Appellant can be thought guilty of a crime — assuming his politically incorrect possession of guns, attachment to a law enforcement agency, his wealth, and Virginia-Mississippi connections are not sufficient to call for imprisonment — only if he actually said at the Mayflower on September 2,1992, that he was at that time a Special Deputy U.S. Marshal, not that he had been, which was true, or that he was closely affiliated with the Marshals Service, which also was true.

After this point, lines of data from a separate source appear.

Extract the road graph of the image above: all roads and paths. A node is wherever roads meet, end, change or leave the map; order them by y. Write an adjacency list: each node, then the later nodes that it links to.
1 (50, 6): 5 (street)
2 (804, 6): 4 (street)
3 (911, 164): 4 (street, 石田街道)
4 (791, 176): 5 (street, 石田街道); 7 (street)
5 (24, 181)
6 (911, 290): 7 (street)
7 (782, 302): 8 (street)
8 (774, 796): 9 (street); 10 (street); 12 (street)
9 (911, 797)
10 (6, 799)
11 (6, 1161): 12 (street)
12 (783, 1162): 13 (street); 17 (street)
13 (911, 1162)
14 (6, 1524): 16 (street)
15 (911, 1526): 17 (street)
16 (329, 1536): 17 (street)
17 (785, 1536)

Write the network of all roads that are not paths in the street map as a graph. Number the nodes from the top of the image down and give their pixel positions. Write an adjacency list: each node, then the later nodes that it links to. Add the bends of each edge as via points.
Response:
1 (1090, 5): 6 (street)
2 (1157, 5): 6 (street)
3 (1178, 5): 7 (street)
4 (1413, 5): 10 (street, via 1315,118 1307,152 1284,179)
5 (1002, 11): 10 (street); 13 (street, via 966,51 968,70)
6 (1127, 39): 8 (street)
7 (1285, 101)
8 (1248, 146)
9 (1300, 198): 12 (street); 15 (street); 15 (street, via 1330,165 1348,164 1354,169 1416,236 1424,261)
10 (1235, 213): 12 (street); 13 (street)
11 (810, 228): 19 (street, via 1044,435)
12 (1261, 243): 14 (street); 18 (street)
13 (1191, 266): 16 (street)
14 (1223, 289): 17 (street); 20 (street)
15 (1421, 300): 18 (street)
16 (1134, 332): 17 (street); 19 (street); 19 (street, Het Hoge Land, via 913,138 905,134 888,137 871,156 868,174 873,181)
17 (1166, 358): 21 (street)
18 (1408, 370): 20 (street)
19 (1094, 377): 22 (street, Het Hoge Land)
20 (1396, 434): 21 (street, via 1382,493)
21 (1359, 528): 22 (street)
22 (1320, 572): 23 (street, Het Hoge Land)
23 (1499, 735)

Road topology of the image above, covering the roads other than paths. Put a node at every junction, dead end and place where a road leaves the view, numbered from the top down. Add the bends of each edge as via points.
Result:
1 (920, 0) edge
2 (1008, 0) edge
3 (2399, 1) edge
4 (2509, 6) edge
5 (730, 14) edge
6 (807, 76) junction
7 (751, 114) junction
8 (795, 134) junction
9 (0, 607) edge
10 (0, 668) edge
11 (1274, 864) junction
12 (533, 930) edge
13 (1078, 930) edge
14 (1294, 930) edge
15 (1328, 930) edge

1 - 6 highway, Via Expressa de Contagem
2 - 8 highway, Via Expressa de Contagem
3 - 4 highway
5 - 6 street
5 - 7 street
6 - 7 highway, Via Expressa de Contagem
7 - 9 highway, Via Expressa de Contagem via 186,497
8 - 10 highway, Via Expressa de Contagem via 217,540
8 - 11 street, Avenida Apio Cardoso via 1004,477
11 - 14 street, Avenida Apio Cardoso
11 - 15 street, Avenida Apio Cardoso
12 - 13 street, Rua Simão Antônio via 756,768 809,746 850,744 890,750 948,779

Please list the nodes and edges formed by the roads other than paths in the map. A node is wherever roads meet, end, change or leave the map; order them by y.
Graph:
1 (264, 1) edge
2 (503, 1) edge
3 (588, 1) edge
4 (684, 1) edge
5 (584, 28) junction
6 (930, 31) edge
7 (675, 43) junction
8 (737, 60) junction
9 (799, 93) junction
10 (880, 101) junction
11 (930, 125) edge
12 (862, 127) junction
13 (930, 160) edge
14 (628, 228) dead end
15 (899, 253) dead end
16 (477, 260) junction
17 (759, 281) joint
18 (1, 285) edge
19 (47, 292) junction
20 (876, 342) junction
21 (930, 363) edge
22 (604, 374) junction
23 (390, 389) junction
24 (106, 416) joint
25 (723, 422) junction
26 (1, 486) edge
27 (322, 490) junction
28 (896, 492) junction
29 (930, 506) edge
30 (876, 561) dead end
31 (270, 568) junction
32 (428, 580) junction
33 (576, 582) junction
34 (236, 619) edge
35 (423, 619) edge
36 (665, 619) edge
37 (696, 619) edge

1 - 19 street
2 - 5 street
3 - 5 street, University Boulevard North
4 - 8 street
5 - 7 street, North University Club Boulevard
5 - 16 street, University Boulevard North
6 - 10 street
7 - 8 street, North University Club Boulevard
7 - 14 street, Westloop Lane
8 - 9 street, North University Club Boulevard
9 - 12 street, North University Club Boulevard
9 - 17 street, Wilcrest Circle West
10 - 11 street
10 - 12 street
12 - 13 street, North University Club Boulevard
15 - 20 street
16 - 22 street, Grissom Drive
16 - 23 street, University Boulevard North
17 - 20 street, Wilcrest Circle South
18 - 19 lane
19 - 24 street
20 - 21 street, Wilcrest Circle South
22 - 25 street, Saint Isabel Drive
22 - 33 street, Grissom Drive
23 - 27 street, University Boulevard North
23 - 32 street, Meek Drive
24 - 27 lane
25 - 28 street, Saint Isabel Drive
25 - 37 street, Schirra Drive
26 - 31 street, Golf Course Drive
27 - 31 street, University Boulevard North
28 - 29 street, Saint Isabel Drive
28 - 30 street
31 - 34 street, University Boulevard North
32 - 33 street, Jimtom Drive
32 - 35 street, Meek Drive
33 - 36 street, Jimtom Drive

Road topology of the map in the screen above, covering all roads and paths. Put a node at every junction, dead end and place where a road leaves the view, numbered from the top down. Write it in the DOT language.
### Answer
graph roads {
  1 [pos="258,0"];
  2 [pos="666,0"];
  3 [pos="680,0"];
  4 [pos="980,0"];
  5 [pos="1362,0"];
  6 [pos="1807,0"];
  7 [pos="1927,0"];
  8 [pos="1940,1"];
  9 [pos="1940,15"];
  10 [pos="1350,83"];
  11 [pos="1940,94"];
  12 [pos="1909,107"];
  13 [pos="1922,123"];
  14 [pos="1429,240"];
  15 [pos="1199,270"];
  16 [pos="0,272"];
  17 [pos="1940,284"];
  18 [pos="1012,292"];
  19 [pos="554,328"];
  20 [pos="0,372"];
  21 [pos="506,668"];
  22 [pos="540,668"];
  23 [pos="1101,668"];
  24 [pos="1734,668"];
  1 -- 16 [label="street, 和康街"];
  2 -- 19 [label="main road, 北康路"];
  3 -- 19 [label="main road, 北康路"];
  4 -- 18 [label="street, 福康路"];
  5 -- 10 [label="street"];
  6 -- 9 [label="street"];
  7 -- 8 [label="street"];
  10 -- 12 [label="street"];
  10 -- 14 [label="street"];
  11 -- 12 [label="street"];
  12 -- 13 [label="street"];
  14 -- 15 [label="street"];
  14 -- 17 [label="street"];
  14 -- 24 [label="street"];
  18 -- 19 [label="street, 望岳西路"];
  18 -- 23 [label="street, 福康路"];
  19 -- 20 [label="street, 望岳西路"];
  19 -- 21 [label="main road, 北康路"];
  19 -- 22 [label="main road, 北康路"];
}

*1470A careful examination of all of the testimony, which is only sketchily presented in the majority opinion, leads me to conclude that it is very unlikely that Bryant actually said he held the Special Deputy office when trying to extricate himself from a very dicey situation, and that it was Marshal Rutherford who made the crucial representations. From the moment Deputy Williamson arrived at the Mayflower and Bryant told him he knew Rutherford, Bryant received respectful treatment. Williamson, Rutherford’s subordinate, testified that he immediately tried to contact Rutherford for Bryant. When Rutherford returned the call, Williamson told him that “the police officer on the scene wanted to resolve [the matter] and either arrest Herb Bryant or wanted us to tell him that he was a Special Deputy or Deputy United States Marshal,” which prompted Rutherford to ask Williamson to stall while he called headquarters. Rutherford thereafter spoke to Sergeant Sandora and admitted that he told the sergeant that Bryant was known by the Marshal Association. Astonishingly, he also testified that he could not remember if he told Sandora that Bryant was previously a Special Deputy or many details of the call, but importantly, after this discussion, the police department offered the marshals custody of Bryant to sort out the matter and the marshals accepted. So the key to Bryant’s release was Rutherford’s intervention.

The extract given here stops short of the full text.